Die Frage, wer die Schuld an den Baumängeln an der Hagener Piazza trägt, ist weiter offen. Das Gericht benötigt Zeit, die Anlieger leiden weiter unter dem maroden Platz.

Die Frage, wer die Schuld an den Baumängeln an der Hagener Piazza trägt, ist weiter offen. Das Gericht benötigt Zeit, die Anlieger leiden weiter unter dem maroden Platz.

Foto: Archivfoto Gehrke

Cuxland

Hagen: Immer noch kein Schuldiger für die Piazza-Baumängel

Von Jens Gehrke
31. Januar 2018 // 18:00

Wieder kein Urteil!  Der Baumängel-Streit rund um den 2014 fertiggestellten Platz „Piazza“ in Hagen geht weiter. Das Landgericht in Stade setzte auch am Dienstag keinen Schlussstrich. Es forderte weitere Unterlagen und Stellungnahmen. 

Klage gegen Planer und Baufirma

Die Gemeinde Hagen im Bremischen hatte den Planer Reinhard Bartolles und die Gnarrenburger Baufirma rb-Bau verklagt,  um herauszufinden, welche der beiden Parteien für den Pfusch verantwortlich ist und wer die Piazza wiederherstellen muss.  Die Pflastersteine sind locker, verrutscht oder bröckeln.
„Ich persönlich bin enttäuscht, dass es kein Urteil gegeben hat“ Bürgermeister Andreas Wittenberg (parteilos)  

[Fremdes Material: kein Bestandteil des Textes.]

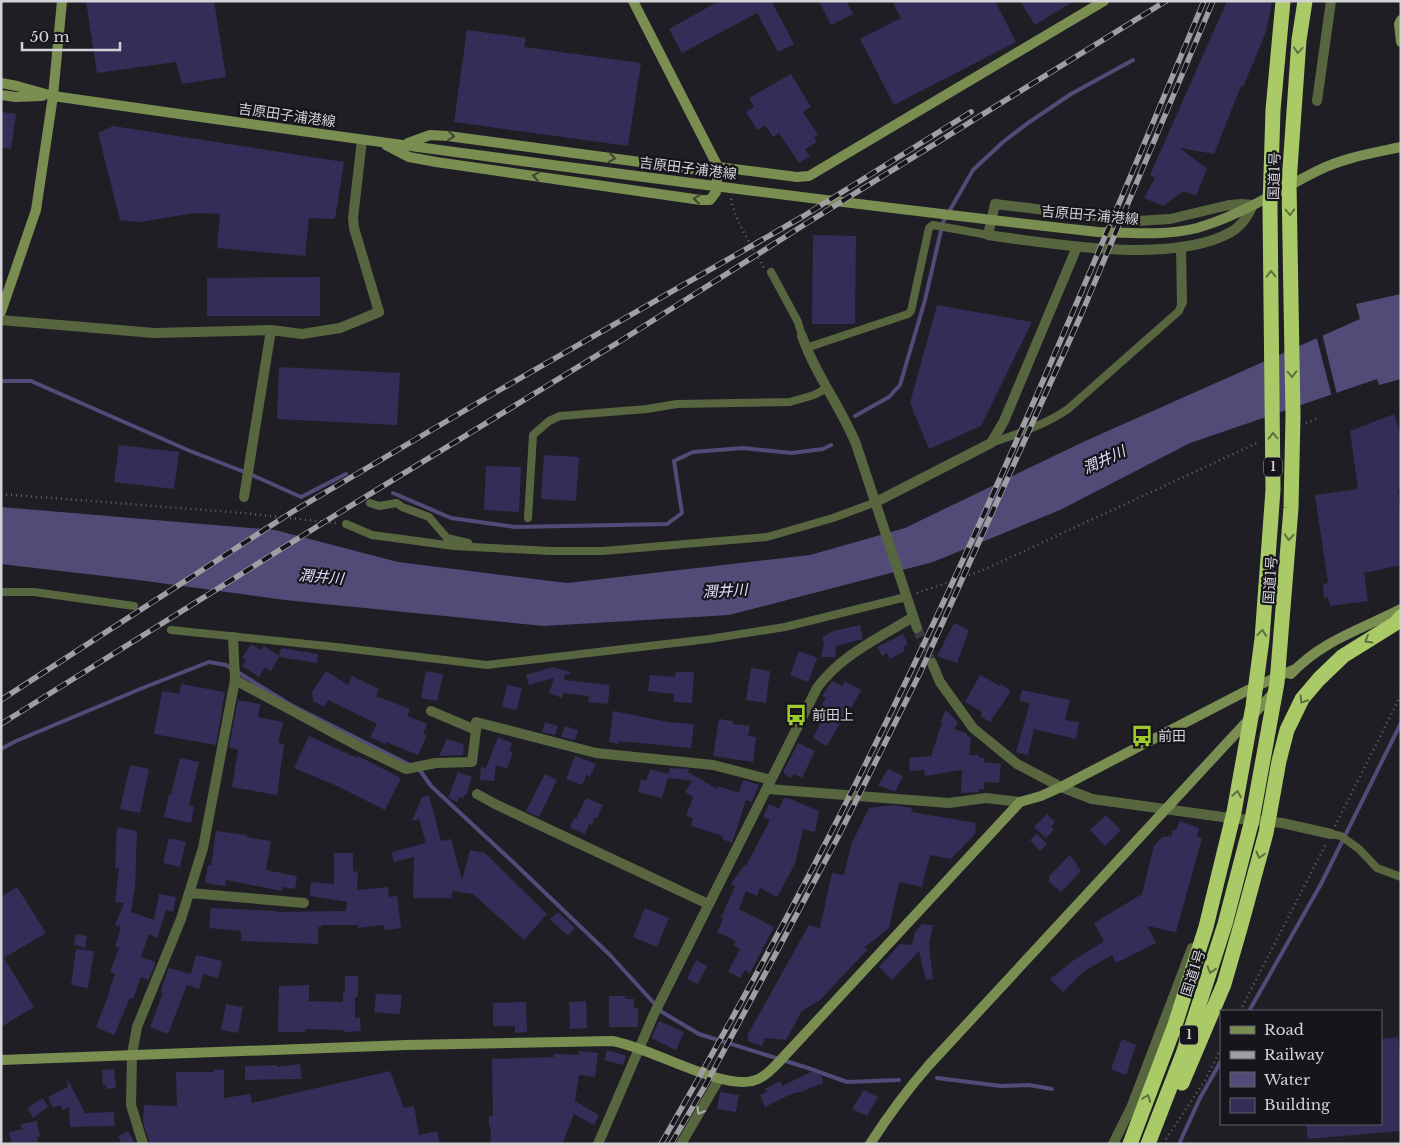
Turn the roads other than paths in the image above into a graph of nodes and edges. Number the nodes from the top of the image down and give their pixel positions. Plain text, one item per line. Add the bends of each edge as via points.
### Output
1 (62, 1) edge
2 (633, 1) edge
3 (1104, 1) edge
4 (1284, 1) edge
5 (1305, 1) edge
6 (1331, 1) edge
7 (1401, 20) edge
8 (1401, 42) edge
9 (1, 83) edge
10 (1, 95) edge
11 (53, 96) junction
12 (1317, 101) dead end
13 (362, 140) junction
14 (380, 142) junction
15 (404, 144) junction
16 (1401, 147) edge
17 (718, 167) junction
18 (1253, 206) junction
19 (988, 235) junction
20 (1076, 247) junction
21 (1181, 247) junction
22 (768, 272) road end
23 (1182, 303) joint
24 (1, 312) edge
25 (1, 320) edge
26 (271, 330) junction
27 (802, 336) joint
28 (806, 348) junction
29 (827, 388) junction
30 (991, 443) junction
31 (244, 497) dead end
32 (876, 502) junction
33 (370, 503) dead end
34 (528, 518) dead end
35 (346, 524) road end
36 (482, 547) junction
37 (1, 592) edge
38 (906, 597) junction
39 (134, 606) dead end
40 (1401, 609) edge
41 (913, 617) junction
42 (1401, 617) edge
43 (917, 628) tunnel mouth
44 (171, 630) dead end
45 (232, 637) junction
46 (932, 663) tunnel mouth
47 (1295, 669) junction
48 (235, 674) junction
49 (431, 712) dead end
50 (476, 730) junction
51 (769, 785) junction
52 (1061, 787) junction
53 (477, 794) dead end
54 (1020, 802) junction
55 (1166, 809) junction
56 (1230, 818) junction
57 (1331, 834) joint
58 (1401, 877) edge
59 (190, 893) junction
60 (304, 904) dead end
61 (708, 904) junction
62 (639, 1048) junction
63 (132, 1054) junction
64 (1, 1060) edge
65 (719, 1078) junction
66 (144, 1144) edge
67 (598, 1144) edge
68 (681, 1144) edge
69 (870, 1144) edge
70 (1113, 1144) edge
71 (1130, 1144) edge
72 (1149, 1144) edge

1 - 11 street
2 - 17 street
3 - 17 street via 813,174 797,177
71 -> 4 highway, 国道1号 / 1 via 1175,1025 1206,926 1234,812 1253,706 1262,639 1273,490 1270,206 1273,119
5 -> 72 highway, 国道1号 / 1 via 1299,40 1289,183 1293,416 1291,508 1277,683 1256,800 1225,924 1186,1045
6 - 12 street
7 - 8 street
9 - 11 street
10 - 11 street
11 - 13 street, 吉原田子浦港線
11 - 24 street via 36,210
13 - 14 street, 吉原田子浦港線
13 - 26 street via 354,228 380,312 340,328 302,334
14 - 15 street, 吉原田子浦港線
17 -> 14 street via 714,196 710,200 701,200 436,162 409,157
15 -> 17 street via 430,135 448,136 698,170
15 - 18 street, 吉原田子浦港線 via 1098,232 1156,234 1198,228
16 - 18 street, 吉原田子浦港線 via 1319,170
18 - 19 street via 1229,205 1170,219 1136,221 994,204
18 - 21 street via 1232,232
19 - 20 street
19 - 28 lane via 933,225 929,228 908,314
20 - 21 street via 1138,250
20 - 30 street via 1004,422
21 - 23 street
22 - 27 lane via 798,322
23 - 30 lane via 1179,311 1068,410
25 - 26 street via 154,333
26 - 31 street
27 - 28 street
28 - 29 street
29 - 32 street via 851,433
29 - 34 lane via 814,396 790,402 677,404 560,416 533,435
30 - 32 street
32 - 36 lane via 834,518 767,536 603,551
32 - 38 street
33 - 36 lane via 378,506 398,503 429,517 447,538
35 - 36 lane via 372,535
37 - 39 lane via 34,592
38 - 41 street
38 - 45 lane via 775,628 709,639 487,665
40 - 47 street via 1328,644
41 - 43 street
41 - 51 street via 856,651 828,674
42 -> 72 highway via 1352,650 1319,679 1302,699 1287,730 1266,833 1224,984 1183,1080
44 - 45 lane
45 - 48 street
46 - 52 street via 940,682 972,728 1017,764
47 - 52 street
47 - 55 street
48 - 50 street via 362,748 406,769 436,763 472,762
48 - 59 street via 203,848
49 - 50 street
50 - 51 street via 476,722 596,753 713,765
51 - 54 street via 949,803 986,798
51 - 61 street
52 - 54 street
52 - 55 street via 1092,798
53 - 61 street
54 - 65 street via 777,1064 753,1081
55 - 56 street
55 - 69 street via 908,1089
56 - 57 street via 1282,823
56 - 70 street via 1197,936 1131,1108
57 - 58 lane via 1341,836 1359,849 1378,868
59 - 60 street
59 - 63 street via 137,1027
61 - 62 street
62 - 63 street via 612,1041
62 - 65 street
62 - 67 street
63 - 64 street
63 - 66 street via 131,1105
65 -> 68 street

Piazza ist bautechnischer Sonderfall

Das Problem: Die Piazza ist bautechnisch ein Sonderfall, bei dem DIN-Norm-Regeln nur bedingt zutreffen. Der Bau ist zu extravagant. Das Gericht beruft sich aber gerne auf DIN-Normen. Die Ursachen für die Baumängel sollen weitestgehend feststehen.

Gutachten über Gutachten

Inzwischen wurde eine Vielzahl von Einschätzungen erstellt. Der Gerichtsgutachter hat ein Gutachten und ein Ergänzungsgutachten angefertigt, die Gemeinde hatte vor dem Verfahren ein Privatgutachten in Auftrag gegeben, auch die Seite Reinhard Bartolles ließ ein Gutachten anfertigen.

Verfahren wird noch lange dauern

Fest steht seit Dienstag, dass der Abschluss des Verfahrens noch sehr lange dauern wird. Eine gütliche Einigung ist – trotz starken Drängen des Gerichts – offensichtlich nicht möglich. Zu vermuten ist, dass nach einem erstinstanzlichen Urteil weiter geklagt wird – so kann es noch Jahre dauern, bis feststeht, wer die Ansprüche der Gemeinde erfüllen muss.

Streitwert wurde auf 30.000 Euro festgelegt

nord24 erfuhr, dass der Streitwert durch das Gericht auf 30.000 Euro festgelegt wurde. Über die für die Gemeinde bislang angefallenen Prozesskosten habe er „keine Übersicht“, teilte Bürgermeister Andreas Wittenberg mit. Er gehe davon aus, dass am Ende des Verfahrens die Beklagten vollständig die Kosten zu tragen hätten.